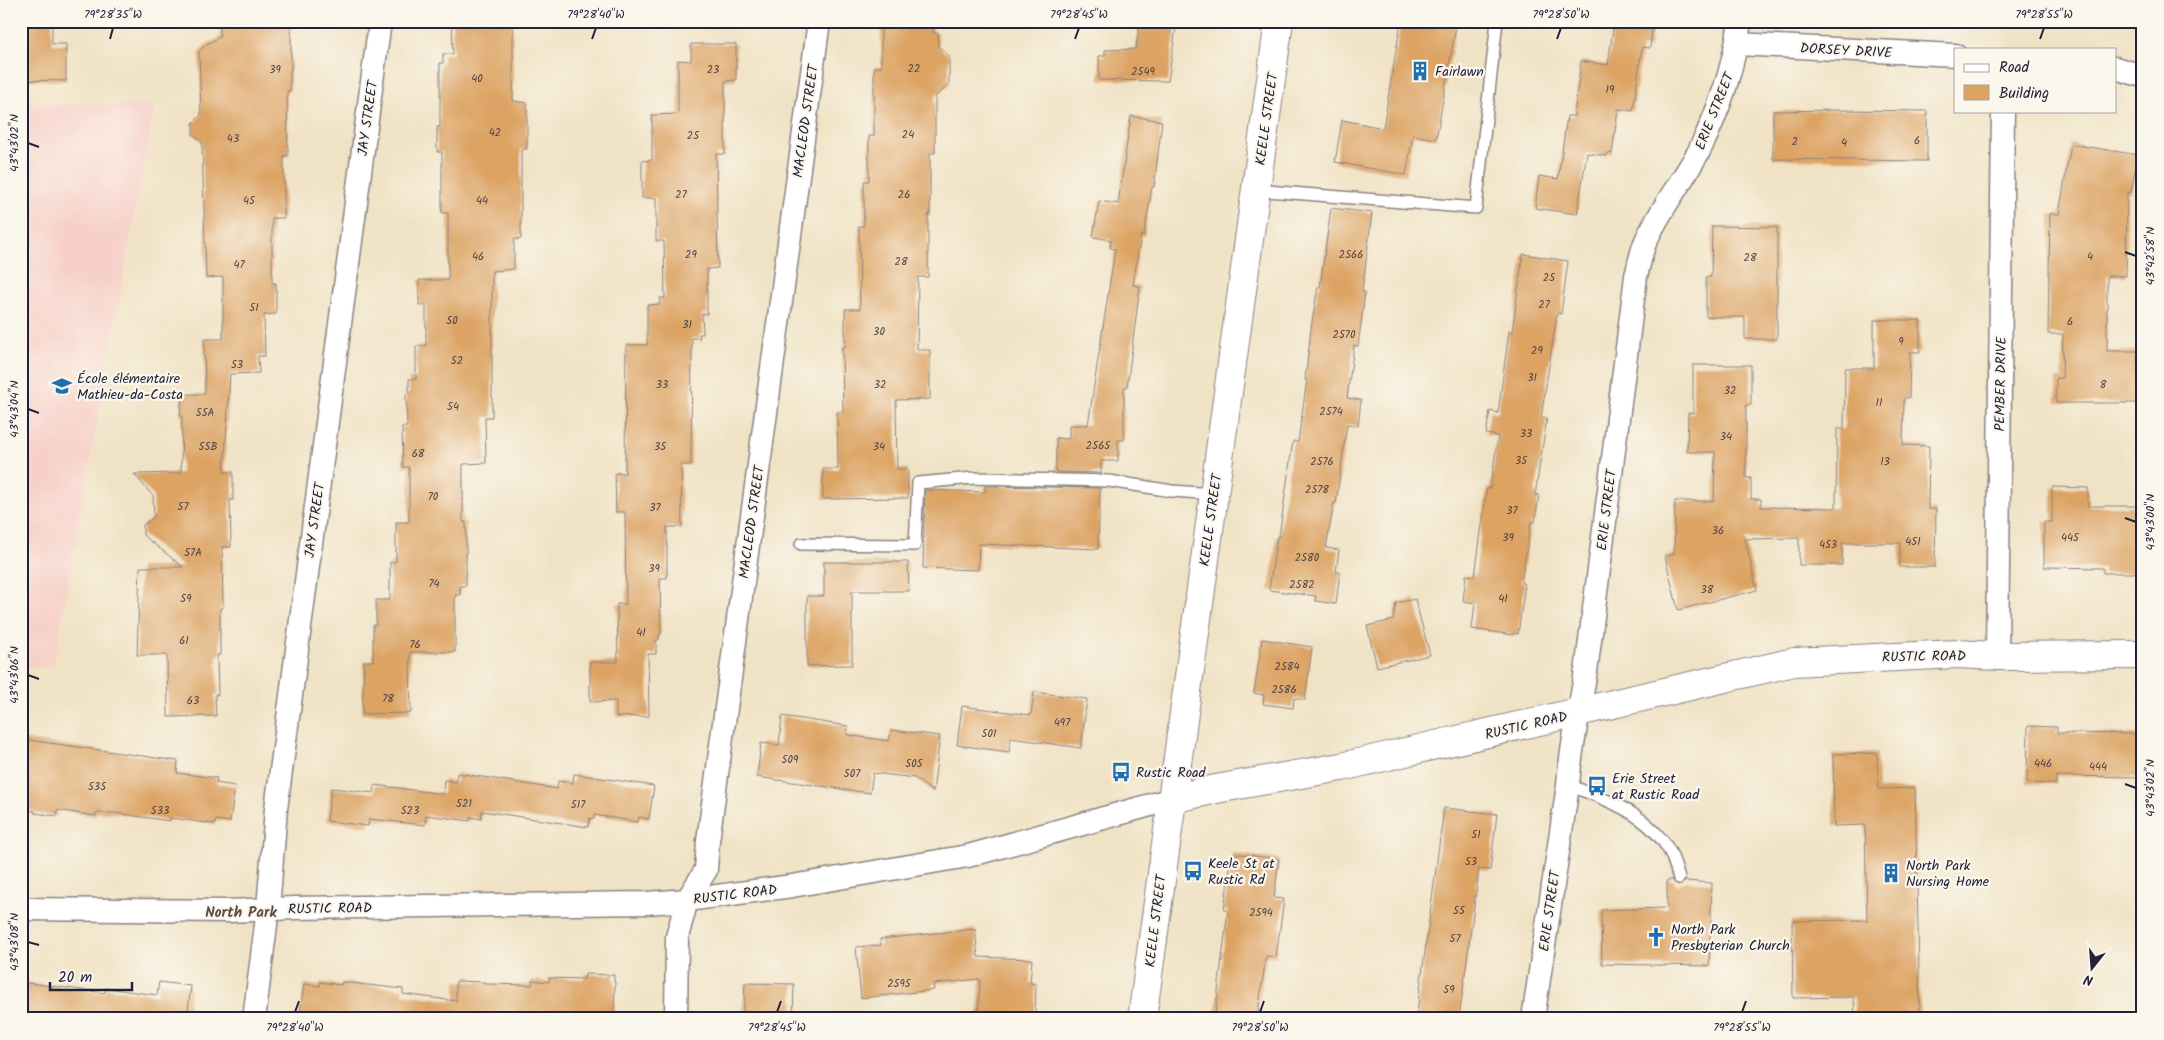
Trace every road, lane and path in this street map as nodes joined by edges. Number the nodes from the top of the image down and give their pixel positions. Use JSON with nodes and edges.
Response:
{"nodes":[{"id":1,"x":380,"y":21,"type":"edge"},
{"id":2,"x":819,"y":21,"type":"edge"},
{"id":3,"x":1279,"y":21,"type":"edge"},
{"id":4,"x":1497,"y":21,"type":"edge"},
{"id":5,"x":1740,"y":21,"type":"edge"},
{"id":6,"x":1737,"y":44,"type":"junction"},
{"id":7,"x":1954,"y":55,"type":"edge"},
{"id":8,"x":2116,"y":68,"type":"edge"},
{"id":9,"x":2143,"y":76,"type":"edge"},
{"id":10,"x":2003,"y":112,"type":"edge"},
{"id":11,"x":1256,"y":190,"type":"junction"},
{"id":12,"x":1214,"y":494,"type":"junction"},
{"id":13,"x":801,"y":544,"type":"dead end"},
{"id":14,"x":1996,"y":656,"type":"junction"},
{"id":15,"x":2143,"y":656,"type":"edge"},
{"id":16,"x":1579,"y":713,"type":"junction"},
{"id":17,"x":1568,"y":785,"type":"junction"},
{"id":18,"x":1172,"y":799,"type":"junction"},
{"id":19,"x":1679,"y":878,"type":"dead end"},
{"id":20,"x":687,"y":900,"type":"junction"},
{"id":21,"x":21,"y":909,"type":"edge"},
{"id":22,"x":268,"y":909,"type":"junction"},
{"id":23,"x":254,"y":1019,"type":"edge"},
{"id":24,"x":676,"y":1019,"type":"edge"},
{"id":25,"x":1142,"y":1019,"type":"edge"},
{"id":26,"x":1533,"y":1019,"type":"edge"}],
"edges":[{"from":1,"to":22,"type":"street","name":"JAY STREET"},
{"from":2,"to":20,"type":"street","name":"MACLEOD STREET"},
{"from":3,"to":11,"type":"main road","name":"KEELE STREET"},
{"from":4,"to":11,"type":"lane"},
{"from":5,"to":6,"type":"street","name":"ERIE STREET"},
{"from":6,"to":7,"type":"street","name":"DORSEY DRIVE"},
{"from":6,"to":16,"type":"street","name":"ERIE STREET"},
{"from":8,"to":9,"type":"street"},
{"from":10,"to":14,"type":"street","name":"PEMBER DRIVE"},
{"from":11,"to":12,"type":"main road","name":"KEELE STREET"},
{"from":12,"to":13,"type":"lane"},
{"from":12,"to":18,"type":"main road","name":"KEELE STREET"},
{"from":14,"to":15,"type":"main road","name":"RUSTIC ROAD"},
{"from":14,"to":16,"type":"main road","name":"RUSTIC ROAD"},
{"from":16,"to":17,"type":"street","name":"ERIE STREET"},
{"from":16,"to":18,"type":"main road","name":"RUSTIC ROAD"},
{"from":17,"to":19,"type":"lane"},
{"from":17,"to":26,"type":"street","name":"ERIE STREET"},
{"from":18,"to":20,"type":"street","name":"RUSTIC ROAD"},
{"from":18,"to":25,"type":"main road","name":"KEELE STREET"},
{"from":20,"to":22,"type":"street","name":"RUSTIC ROAD"},
{"from":20,"to":24,"type":"street","name":"MACLEOD STREET"},
{"from":21,"to":22,"type":"street","name":"RUSTIC ROAD"},
{"from":22,"to":23,"type":"street","name":"JAY STREET"}]}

◆ WHAT THE EXERCISE ASKS: Search the entries for the word "edges", then gather every line that has it.

◆ YOUR RESPONSE:
Trace every road, lane and path in this street map as nodes joined by edges. Number the nodes from the top of the image down and give their pixel positions. Use JSON with nodes and edges.
"edges":[{"from":1,"to":22,"type":"street","name":"JAY STREET"},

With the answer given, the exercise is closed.